KBS041:Aerial Photographs of the KBS LTER and Environs
Aerial photography is considered an important management tool in agriculture. Aerial photography allows researchers to detect spatial variability and understand the causes of the variability such as planter skips, drought stress, weeds and water erosion. In agricultural research it allows researchers to differentiate healthy vegetation from unhealthy and access plant biomass and moisture levels. The photographs are also useful to document trends and changes in the landscape.
- Status: active
- Temporal Coverage 1938-01-01 to 2020-07-17
- Repository Link https://doi.org/10.6073/pasta/64fa5295daa62ed825b3010c9ca78a8d
Tables
- KBS041-001 Annual Color Infrared/True Color Aerial Photographs
From 1993 until the present, the KBS LTER has been supporting yearly acquisition of color infrared aerial photography and some true color air photos.
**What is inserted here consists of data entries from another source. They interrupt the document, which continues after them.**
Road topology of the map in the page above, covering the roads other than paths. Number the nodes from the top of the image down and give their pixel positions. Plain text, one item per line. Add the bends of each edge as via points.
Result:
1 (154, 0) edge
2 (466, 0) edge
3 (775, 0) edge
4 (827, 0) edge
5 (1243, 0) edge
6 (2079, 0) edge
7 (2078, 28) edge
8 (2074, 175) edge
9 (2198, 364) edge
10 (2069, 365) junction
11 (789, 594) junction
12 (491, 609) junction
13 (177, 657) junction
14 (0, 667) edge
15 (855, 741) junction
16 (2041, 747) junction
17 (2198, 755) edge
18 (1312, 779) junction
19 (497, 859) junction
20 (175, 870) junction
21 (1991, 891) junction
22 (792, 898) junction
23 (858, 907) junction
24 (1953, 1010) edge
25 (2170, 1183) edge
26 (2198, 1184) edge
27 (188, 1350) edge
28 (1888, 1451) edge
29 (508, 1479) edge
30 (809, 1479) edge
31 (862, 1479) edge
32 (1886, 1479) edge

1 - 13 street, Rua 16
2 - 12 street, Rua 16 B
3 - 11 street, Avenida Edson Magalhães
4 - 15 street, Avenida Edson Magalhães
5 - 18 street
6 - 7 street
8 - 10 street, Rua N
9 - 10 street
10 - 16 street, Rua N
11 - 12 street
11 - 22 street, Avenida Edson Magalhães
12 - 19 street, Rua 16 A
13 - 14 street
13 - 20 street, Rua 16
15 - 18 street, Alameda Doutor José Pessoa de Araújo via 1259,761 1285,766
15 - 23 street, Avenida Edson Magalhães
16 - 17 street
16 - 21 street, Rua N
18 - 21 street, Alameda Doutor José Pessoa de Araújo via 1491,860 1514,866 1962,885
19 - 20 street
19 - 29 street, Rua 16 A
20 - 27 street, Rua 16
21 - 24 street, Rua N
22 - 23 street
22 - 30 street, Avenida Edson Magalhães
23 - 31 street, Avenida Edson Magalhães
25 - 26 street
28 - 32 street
Annual flight dates coincide with near vegetative peak biomass of the annual LTER main site crop. From 1993-1997 KBS (including the LTER), Lux Arbor Reserve and the Kellogg Forest were each photographed at 1:36,000. From 1997 onward the LTER was also photographed at 1:6000 with 80% photo overlap. More recently, 4-band digital photographs have been taken of the KBS property, Lux Arbor Reserve, and the Marshall Farms.
KBS airphotos are available through a Web Mapping Service (WMS) and direct download as compressed JPEG2000 format at a near-lossless target compression ratio of 10:1 from . Full resolution are available upon request. View and download airphotos.
- KBS041-002 Airphoto Mission Summaries
Summarizes information of all KBS air photo missions.